◆ **Input data**
= = = = =

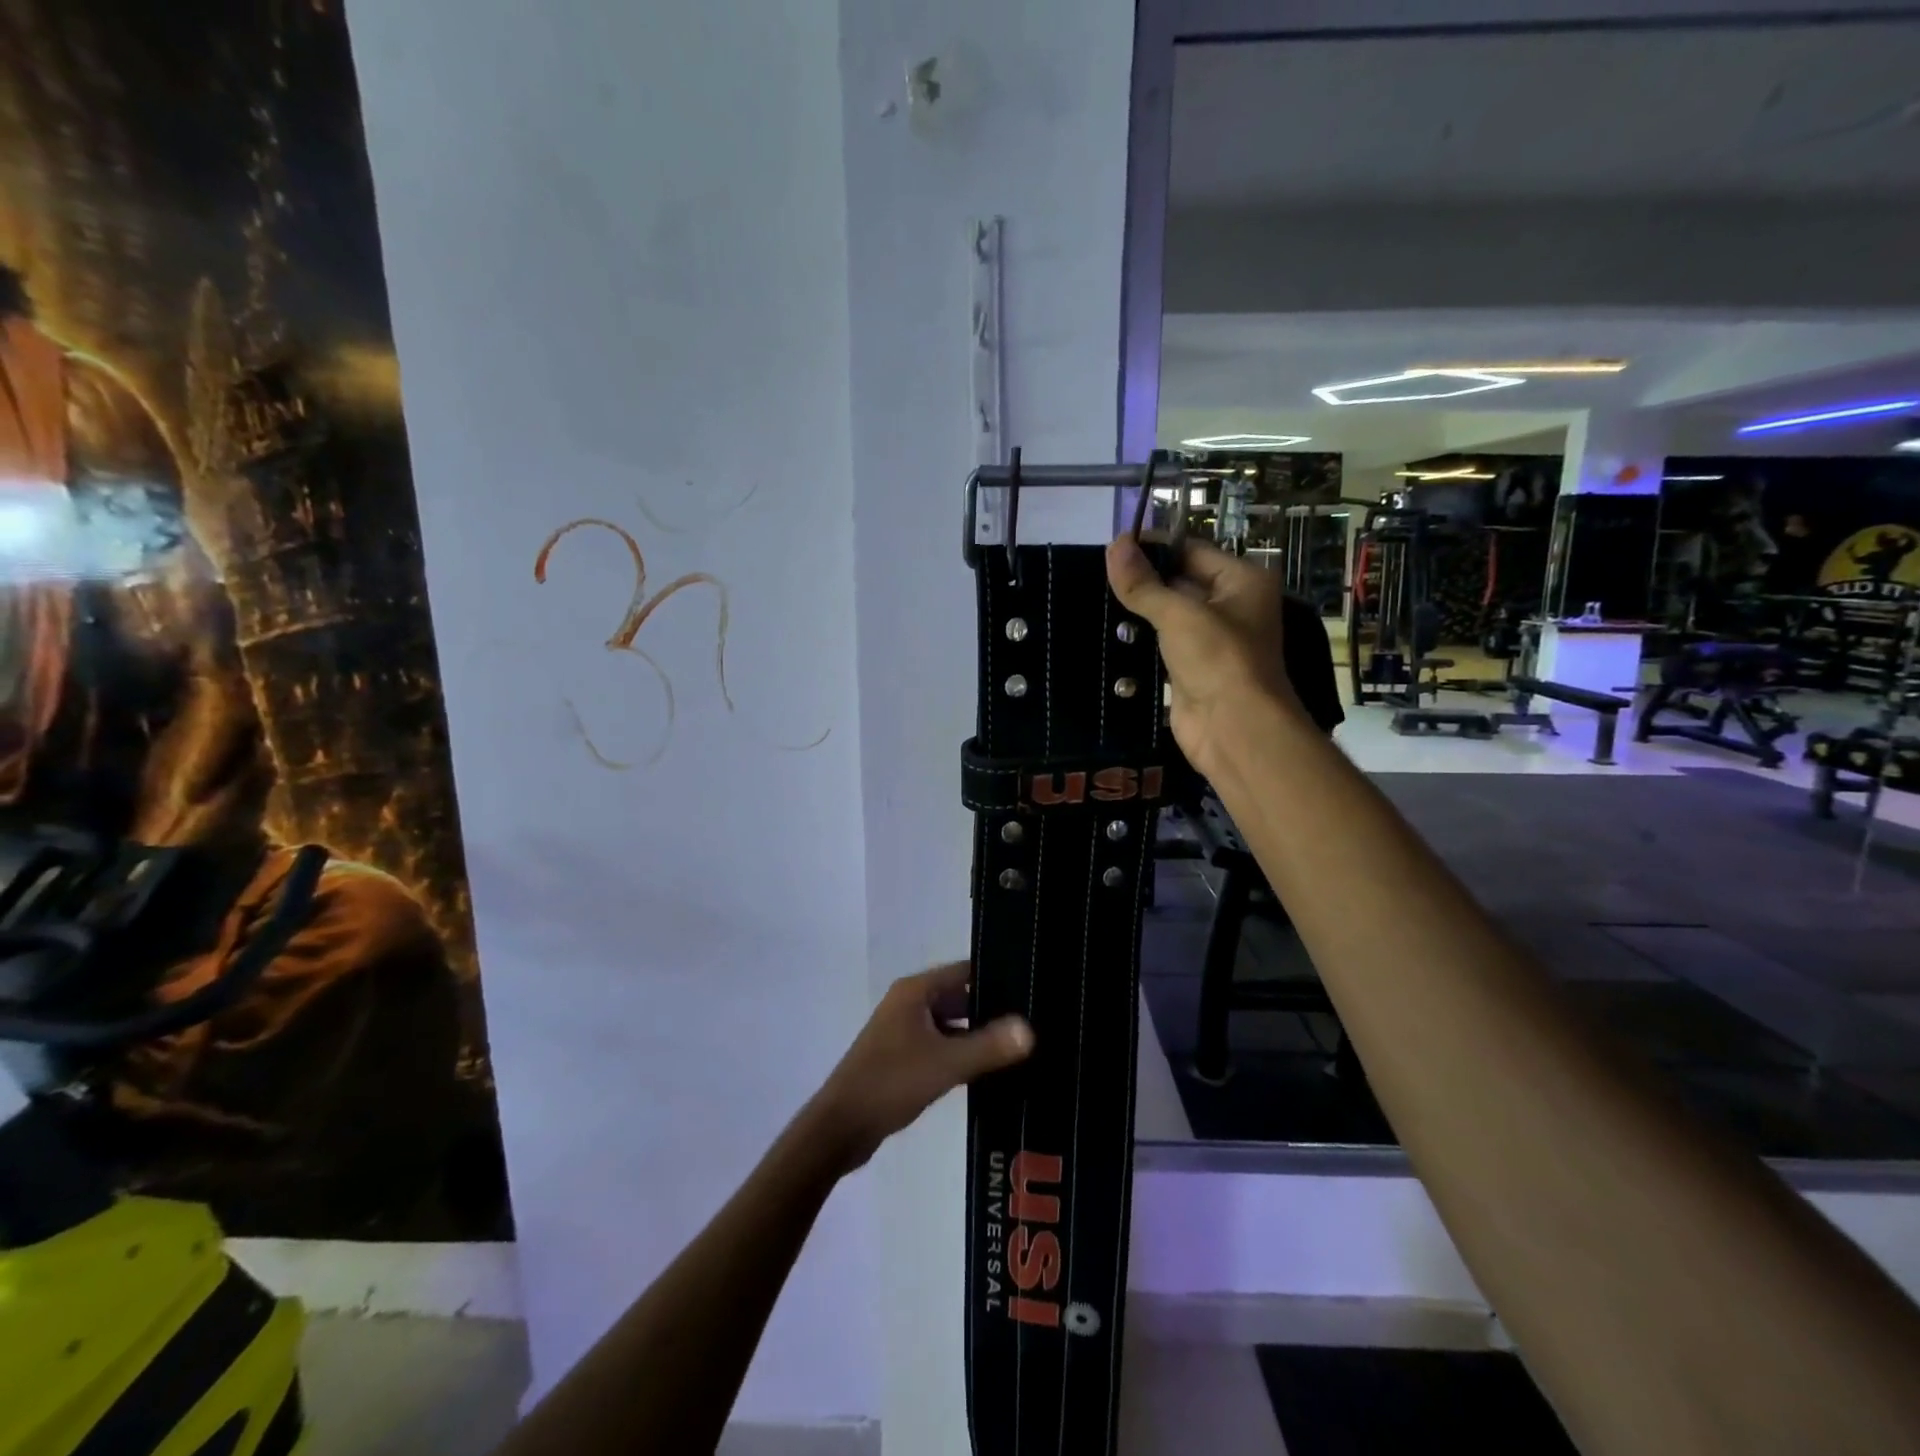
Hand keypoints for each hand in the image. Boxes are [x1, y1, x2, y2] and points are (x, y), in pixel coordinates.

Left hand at [807, 962, 1033, 1174]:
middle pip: (959, 998)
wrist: (840, 1128)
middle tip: (1034, 1021)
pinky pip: (941, 1046)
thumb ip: (989, 1046)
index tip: (1031, 988)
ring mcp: (904, 1032)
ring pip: (951, 1024)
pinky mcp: (903, 1059)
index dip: (997, 977)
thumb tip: (1030, 1029)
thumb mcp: (945, 1064)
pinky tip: (991, 1071)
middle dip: (992, 1009)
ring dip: (978, 1035)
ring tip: (1021, 1047)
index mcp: (915, 992)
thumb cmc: (890, 1083)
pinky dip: (962, 1054)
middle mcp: (909, 1004)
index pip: (964, 972)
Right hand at [1106, 535, 1301, 778]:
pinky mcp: (1190, 669)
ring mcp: (1210, 640)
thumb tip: (1114, 544)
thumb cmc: (1218, 660)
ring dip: (1136, 612)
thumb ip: (1143, 583)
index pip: (1191, 551)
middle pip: (1179, 582)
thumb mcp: (1179, 614)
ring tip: (1092, 598)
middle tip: (1093, 573)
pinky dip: (1137, 641)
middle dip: (1142, 580)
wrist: (1234, 730)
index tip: (1111, 547)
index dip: (1153, 548)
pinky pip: (1160, 645)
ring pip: (1166, 616)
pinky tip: (1105, 633)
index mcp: (1241, 581)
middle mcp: (1230, 606)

= = = = =

Set down the material above exactly. Skip any picture.

Hand keypoints for each hand in the image. Boxes are [x1, y1, x2, y2] and points are (x, y), in pixel coordinates.

Left hand at [807, 962, 1033, 1174]:
middle pip: (959, 998)
wrist: (840, 1128)
middle tip: (1034, 1021)
pinky pip: (941, 1046)
thumb ip: (989, 1046)
index tip: (1031, 988)
ring mcp: (904, 1032)
ring pip: (951, 1024)
pinky mcp: (903, 1059)
index dip: (997, 977)
thumb tip: (1030, 1029)
thumb mcp: (945, 1064)
pinky tip: (991, 1071)
middle dip: (992, 1009)
ring dip: (978, 1035)
ring tip: (1021, 1047)
index mcp: (915, 992)
thumb cmc: (890, 1083)
pinky dip: (962, 1054)
middle mcp: (909, 1004)
index pip: (964, 972)
Right hand at [1106, 535, 1301, 778]:
pinky mcp: (1190, 669)
ring mcp: (1210, 640)
thumb tip: (1114, 544)
thumb cmc: (1218, 660)
ring dip: (1136, 612)
thumb ip: (1143, 583)
index pip: (1191, 551)
middle pip: (1179, 582)
thumb mcp: (1179, 614)
ring tip: (1092, 598)
middle tip: (1093, 573)
pinky dip: (1137, 641)
middle dip: (1142, 580)
wrist: (1234, 730)
index tip: (1111, 547)
index dip: (1153, 548)
pinky pip: (1160, 645)
ring pip: (1166, 616)
pinky tip: (1105, 633)
index mcp: (1241, 581)
middle mcp: (1230, 606)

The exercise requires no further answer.